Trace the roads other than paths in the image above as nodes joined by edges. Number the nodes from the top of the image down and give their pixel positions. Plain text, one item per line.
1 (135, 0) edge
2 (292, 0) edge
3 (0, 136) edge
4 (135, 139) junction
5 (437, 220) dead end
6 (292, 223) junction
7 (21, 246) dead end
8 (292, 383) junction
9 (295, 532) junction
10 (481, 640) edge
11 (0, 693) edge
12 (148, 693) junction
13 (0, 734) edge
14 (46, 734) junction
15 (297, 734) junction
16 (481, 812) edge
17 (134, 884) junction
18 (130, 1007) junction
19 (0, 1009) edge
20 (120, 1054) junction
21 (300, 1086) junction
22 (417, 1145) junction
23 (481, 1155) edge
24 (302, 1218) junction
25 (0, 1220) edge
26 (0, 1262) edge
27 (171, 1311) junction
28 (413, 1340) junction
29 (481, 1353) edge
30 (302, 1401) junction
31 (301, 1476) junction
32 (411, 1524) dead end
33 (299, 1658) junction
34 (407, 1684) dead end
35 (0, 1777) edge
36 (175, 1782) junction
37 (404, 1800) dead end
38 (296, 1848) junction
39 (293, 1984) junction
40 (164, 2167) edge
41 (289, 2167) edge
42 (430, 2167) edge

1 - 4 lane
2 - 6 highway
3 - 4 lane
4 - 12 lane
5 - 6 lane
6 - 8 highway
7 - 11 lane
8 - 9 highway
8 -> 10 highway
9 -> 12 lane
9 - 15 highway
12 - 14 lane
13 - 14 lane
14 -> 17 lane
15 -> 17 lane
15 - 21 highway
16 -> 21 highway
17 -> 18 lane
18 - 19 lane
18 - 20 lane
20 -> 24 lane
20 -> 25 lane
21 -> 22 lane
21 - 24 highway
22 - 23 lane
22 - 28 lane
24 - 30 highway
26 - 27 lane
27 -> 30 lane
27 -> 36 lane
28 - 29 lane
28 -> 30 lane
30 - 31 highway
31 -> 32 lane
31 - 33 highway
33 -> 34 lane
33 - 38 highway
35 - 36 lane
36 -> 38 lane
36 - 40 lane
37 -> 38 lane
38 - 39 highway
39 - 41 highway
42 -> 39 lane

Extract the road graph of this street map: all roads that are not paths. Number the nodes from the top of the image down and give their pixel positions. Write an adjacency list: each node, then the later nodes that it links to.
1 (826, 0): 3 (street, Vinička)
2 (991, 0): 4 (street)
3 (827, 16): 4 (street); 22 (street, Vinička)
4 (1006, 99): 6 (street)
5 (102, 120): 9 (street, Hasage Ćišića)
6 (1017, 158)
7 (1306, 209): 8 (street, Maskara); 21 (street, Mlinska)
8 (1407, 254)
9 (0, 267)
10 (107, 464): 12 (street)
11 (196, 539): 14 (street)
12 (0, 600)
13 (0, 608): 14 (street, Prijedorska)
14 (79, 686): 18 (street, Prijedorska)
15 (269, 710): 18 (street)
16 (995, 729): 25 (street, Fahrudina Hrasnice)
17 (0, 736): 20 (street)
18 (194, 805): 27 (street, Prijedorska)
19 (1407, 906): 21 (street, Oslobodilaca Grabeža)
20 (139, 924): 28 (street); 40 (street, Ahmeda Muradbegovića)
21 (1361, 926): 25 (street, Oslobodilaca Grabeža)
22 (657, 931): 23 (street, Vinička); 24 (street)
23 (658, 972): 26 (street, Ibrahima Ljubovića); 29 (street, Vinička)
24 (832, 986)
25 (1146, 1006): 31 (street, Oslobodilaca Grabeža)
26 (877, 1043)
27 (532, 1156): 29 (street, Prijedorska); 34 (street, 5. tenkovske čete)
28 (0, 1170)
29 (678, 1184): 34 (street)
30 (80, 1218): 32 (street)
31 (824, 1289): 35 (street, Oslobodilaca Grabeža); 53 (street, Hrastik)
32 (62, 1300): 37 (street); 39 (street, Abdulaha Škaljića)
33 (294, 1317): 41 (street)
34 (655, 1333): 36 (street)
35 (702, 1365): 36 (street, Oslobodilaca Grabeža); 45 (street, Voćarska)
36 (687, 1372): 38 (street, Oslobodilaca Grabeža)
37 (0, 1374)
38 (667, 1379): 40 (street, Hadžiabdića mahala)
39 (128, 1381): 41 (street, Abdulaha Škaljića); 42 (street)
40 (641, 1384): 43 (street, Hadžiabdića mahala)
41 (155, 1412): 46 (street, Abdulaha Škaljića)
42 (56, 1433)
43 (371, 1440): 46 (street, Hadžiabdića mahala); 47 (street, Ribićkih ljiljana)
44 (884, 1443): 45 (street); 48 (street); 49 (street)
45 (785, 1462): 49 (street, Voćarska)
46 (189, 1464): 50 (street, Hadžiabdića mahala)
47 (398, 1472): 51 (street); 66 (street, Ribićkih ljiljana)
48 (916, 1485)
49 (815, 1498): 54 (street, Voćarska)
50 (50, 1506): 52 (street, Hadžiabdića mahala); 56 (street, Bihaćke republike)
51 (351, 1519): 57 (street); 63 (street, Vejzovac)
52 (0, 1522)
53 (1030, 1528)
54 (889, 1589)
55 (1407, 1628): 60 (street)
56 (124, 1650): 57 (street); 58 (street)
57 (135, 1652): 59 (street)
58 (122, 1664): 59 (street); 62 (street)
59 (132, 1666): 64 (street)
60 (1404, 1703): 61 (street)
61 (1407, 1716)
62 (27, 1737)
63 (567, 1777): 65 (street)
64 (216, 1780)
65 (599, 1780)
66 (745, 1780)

● EXERCISE
Your task is to copy each line from the material above that includes the word "Voćarska".

● RESPONSE TO THIS EXERCISE
35 (702, 1365): 36 (street, Oslobodilaca Grabeža); 45 (street, Voćarska)
45 (785, 1462): 49 (street, Voćarska)
49 (815, 1498): 54 (street, Voćarska)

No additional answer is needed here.